Activity — Your answer should be the records, restated word for word.

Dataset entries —
☆ ☆ ☆

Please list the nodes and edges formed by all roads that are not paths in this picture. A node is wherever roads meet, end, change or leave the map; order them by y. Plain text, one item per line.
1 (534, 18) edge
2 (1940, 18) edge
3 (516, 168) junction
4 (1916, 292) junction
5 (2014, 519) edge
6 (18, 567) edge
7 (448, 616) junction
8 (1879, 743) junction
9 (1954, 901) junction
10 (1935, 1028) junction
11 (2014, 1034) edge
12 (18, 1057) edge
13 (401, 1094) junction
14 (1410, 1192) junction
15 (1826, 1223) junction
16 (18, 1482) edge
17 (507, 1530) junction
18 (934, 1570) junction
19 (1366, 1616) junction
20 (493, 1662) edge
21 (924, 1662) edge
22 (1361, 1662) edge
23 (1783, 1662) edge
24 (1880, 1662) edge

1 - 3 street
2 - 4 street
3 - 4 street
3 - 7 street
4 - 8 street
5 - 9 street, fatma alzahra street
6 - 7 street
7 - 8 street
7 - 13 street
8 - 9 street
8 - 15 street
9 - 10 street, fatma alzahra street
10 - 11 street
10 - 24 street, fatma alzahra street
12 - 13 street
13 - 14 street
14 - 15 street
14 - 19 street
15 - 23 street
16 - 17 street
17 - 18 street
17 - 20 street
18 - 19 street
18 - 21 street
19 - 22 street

☆ ☆ ☆

Solution —
Please list the nodes and edges formed by all roads that are not paths in this picture. A node is wherever roads meet, end, change or leave the map; order them by y. Plain text, one item per line.
1 (534, 18) edge
2 (1940, 18) edge
3 (516, 168) junction
4 (1916, 292) junction
5 (2014, 519) edge
6 (18, 567) edge
7 (448, 616) junction
8 (1879, 743) junction
9 (1954, 901) junction
10 (1935, 1028) junction
11 (2014, 1034) edge
12 (18, 1057) edge
13 (401, 1094) junction
14 (1410, 1192) junction
15 (1826, 1223) junction
16 (18, 1482) edge
17 (507, 1530) junction
18 (934, 1570) junction
19 (1366, 1616) junction
20 (493, 1662) edge
21 (924, 1662) edge
22 (1361, 1662) edge
23 (1783, 1662) edge
24 (1880, 1662) edge

1 - 3 street
2 - 4 street
3 - 4 street
3 - 7 street
4 - 8 street
5 - 9 street, fatma alzahra street
6 - 7 street
7 - 8 street
7 - 13 street
8 - 9 street
8 - 15 street
9 - 10 street, fatma alzahra street
10 - 11 street
10 - 24 street, fatma alzahra street
12 - 13 street
13 - 14 street
14 - 15 street
14 - 19 street
15 - 23 street
16 - 17 street
17 - 18 street
17 - 20 street
18 - 19 street
18 - 21 street
19 - 22 street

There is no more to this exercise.